# Self-help Goals for 2012



## Grapefruits (Oct 26, 2010)

I want to learn how to meditate, as well as try self-hypnosis and read some books on philosophy in order to find a more peaceful state of mind. 

What about you guys?


----------



## Zeeshan (Sep 4, 2011)

Make that goal SMART


----------



## Grapefruits (Oct 26, 2010)

Zeeshan said:


> Make that goal SMART


?


----------



## BlazingLazer (Jul 16, 2011)

I'm going to TRY to make an effort to relax more, and of course be more initiative/assertive in any social engagement(s).


----------



## Silverella (Sep 17, 2011)

Start on something that could lead to a career:

- career advisor?
- volunteer/interview people in areas of interest
- look at college courses
- try and reestablish my last resume contact


----------



## Grapefruits (Oct 26, 2010)

BlazingLazer said:


> I'm going to TRY to make an effort to relax more, and of course be more initiative/assertive in any social engagement(s).

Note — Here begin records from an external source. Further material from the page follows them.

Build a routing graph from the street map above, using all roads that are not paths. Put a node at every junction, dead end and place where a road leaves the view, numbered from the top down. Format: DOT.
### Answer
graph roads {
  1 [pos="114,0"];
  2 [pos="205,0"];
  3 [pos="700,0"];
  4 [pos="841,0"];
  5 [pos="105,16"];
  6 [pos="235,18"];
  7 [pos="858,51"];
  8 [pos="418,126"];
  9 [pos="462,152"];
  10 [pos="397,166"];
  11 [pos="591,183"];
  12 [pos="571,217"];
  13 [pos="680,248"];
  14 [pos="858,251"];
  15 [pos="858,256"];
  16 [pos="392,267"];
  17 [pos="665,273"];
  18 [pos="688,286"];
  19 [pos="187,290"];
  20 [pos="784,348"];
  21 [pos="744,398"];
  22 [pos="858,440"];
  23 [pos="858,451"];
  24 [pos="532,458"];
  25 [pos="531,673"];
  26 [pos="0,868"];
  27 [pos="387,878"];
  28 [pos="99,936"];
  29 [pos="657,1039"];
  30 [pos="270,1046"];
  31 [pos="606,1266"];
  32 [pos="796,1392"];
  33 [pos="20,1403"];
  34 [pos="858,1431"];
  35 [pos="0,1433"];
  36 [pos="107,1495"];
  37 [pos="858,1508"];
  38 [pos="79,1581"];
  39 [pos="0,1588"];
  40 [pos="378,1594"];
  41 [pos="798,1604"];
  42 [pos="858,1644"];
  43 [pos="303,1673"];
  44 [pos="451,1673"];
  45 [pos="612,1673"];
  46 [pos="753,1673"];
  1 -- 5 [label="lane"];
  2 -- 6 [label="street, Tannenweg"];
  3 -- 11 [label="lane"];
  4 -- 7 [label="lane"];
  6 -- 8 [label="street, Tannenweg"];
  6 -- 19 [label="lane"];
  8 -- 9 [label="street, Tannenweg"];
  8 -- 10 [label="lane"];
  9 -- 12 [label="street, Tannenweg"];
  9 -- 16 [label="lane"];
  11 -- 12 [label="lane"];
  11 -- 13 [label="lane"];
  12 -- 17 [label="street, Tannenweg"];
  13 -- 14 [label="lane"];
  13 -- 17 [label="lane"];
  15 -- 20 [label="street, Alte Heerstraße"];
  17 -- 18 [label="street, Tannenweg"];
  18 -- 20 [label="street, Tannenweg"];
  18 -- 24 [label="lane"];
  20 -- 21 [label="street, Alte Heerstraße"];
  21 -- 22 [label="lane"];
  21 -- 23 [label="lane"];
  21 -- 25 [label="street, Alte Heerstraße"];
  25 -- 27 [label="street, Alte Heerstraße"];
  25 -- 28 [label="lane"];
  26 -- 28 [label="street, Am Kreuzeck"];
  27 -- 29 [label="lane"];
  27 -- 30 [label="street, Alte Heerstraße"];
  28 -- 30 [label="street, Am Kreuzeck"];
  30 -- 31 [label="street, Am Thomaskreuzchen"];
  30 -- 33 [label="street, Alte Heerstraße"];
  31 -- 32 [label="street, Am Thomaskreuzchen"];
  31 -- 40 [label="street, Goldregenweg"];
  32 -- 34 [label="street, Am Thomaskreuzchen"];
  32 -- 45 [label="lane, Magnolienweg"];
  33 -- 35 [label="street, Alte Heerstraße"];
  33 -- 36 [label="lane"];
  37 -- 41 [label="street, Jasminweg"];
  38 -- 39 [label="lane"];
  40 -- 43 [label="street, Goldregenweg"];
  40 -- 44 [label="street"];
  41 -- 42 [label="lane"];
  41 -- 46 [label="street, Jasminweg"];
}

Yeah, I need to do that, too. I have a problem with being uptight, tense, anxious, etc. ALL the time.

Plus I am not very initiative or assertive. I usually wait for people to approach me or start a conversation with me. Maybe sometimes other people are waiting for the same thing to happen to them. Maybe they are waiting for someone, too. Maybe I'll be that someone!


----------



## ryobi (Jan 13, 2009)

read and write


----------



## BlazingLazer (Jul 16, 2011)

Grapefruits said:


> Yeah, I need to do that, too. I have a problem with being uptight, tense, anxious, etc. ALL the time.


Yep, same. I have to try to find some effective ways to relax without the use of meds. Anxiety has been really making it tough for me to live life with any sort of relaxation or comfort.

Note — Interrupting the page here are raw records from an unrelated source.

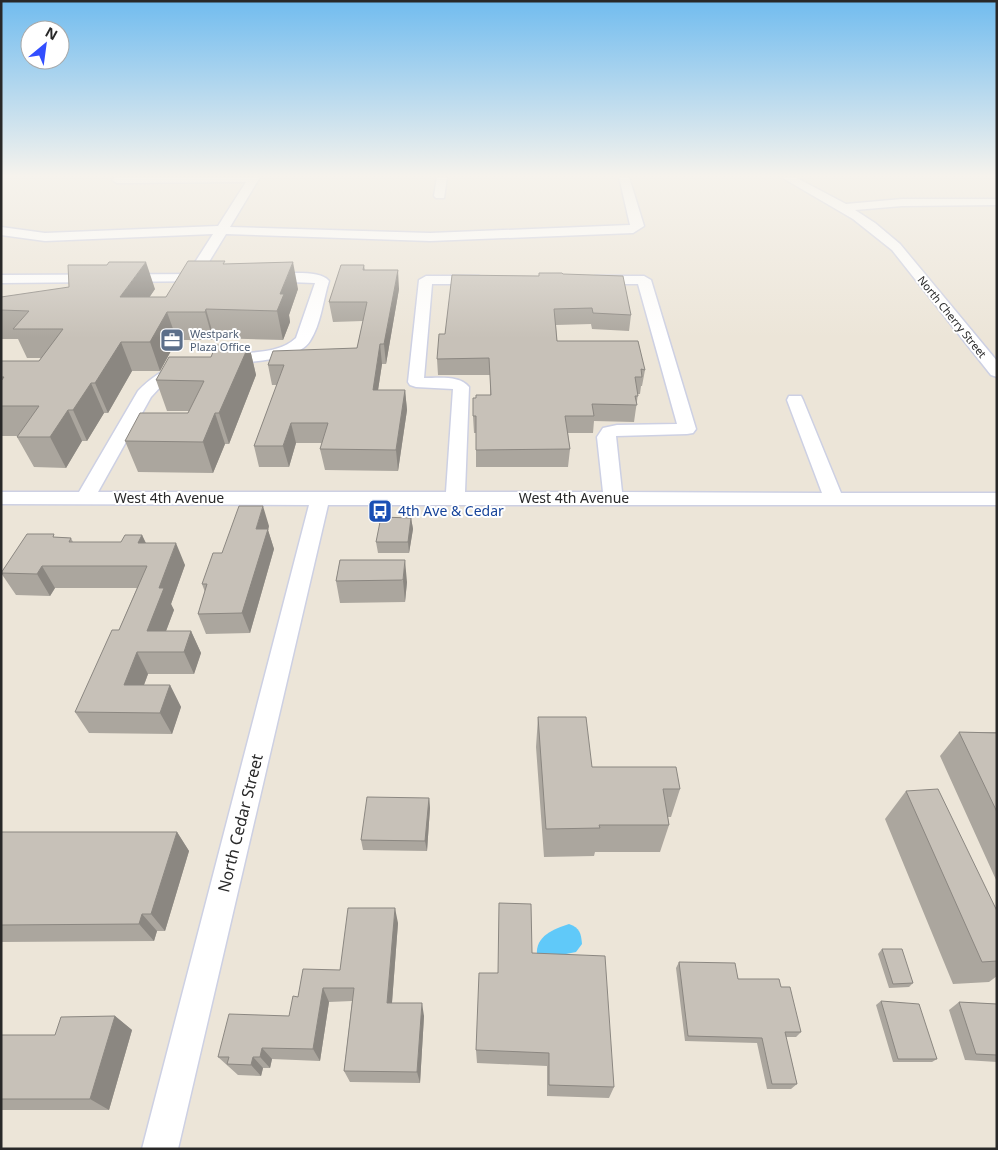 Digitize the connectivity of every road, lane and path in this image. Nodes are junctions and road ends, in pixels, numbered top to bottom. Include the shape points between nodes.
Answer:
1 (222, 230) edge
2 (1, 231) edge
3 (205, 231) edge
4 (242, 231) edge
5 (591, 231) edge
6 (878, 231) edge
7 (199, 268) edge
8 (218, 278) edge
9 (256, 278) edge
10 (1, 279) edge
11 (493, 280) edge
12 (579, 280) edge
13 (210, 363) edge
14 (194, 367) edge
15 (997, 372) edge
16 (795, 400) dead end
17 (1, 498) edge
18 (84, 498) junction
19 (320, 498) junction
20 (455, 498) junction
21 (613, 498) junction
22 (834, 499) junction
23 (997, 499) edge
24 (160, 1149) edge

1 - 7 street
2 - 3 street via 45,237
4 - 5 street via 430,237
6 - 15 street, North Cherry Street via 896,247
8 - 10 street
9 - 13 street via 314,278 322,281 303,340 290,350
11 - 20 street via 426,280 416,382 462,387
12 - 21 street via 644,280 687,429 609,432 606,437
14 - 18 street via 150,387
16 - 22 street
17 - 18 street, West 4th Avenue
18 - 19 street, West 4th Avenue
19 - 20 street, West 4th Avenue
19 - 24 street, North Cedar Street
20 - 21 street, West 4th Avenue
21 - 22 street, West 4th Avenue
22 - 23 street, West 4th Avenue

> Plus I am not very initiative or assertive. I usually wait for people to approach me or start a conversation with me. Maybe sometimes other people are waiting for the same thing to happen to them. Maybe they are waiting for someone, too. Maybe I'll be that someone!


Neither have I been for the longest time. I've begun to take initiative moreso lately within the past year. Hasn't always worked, but those times it did gave me hope and made me feel like I can contribute something of worth (including simply giving myself some worth).

"_Maybe I'll be that someone!_"

I really like the way you stated this. This is what I try to go by as well.


----------



## JudgeDreddlikescookies (Dec 13, 2011)

SMART means Specific Measurable Attainable Realistic Timely


----------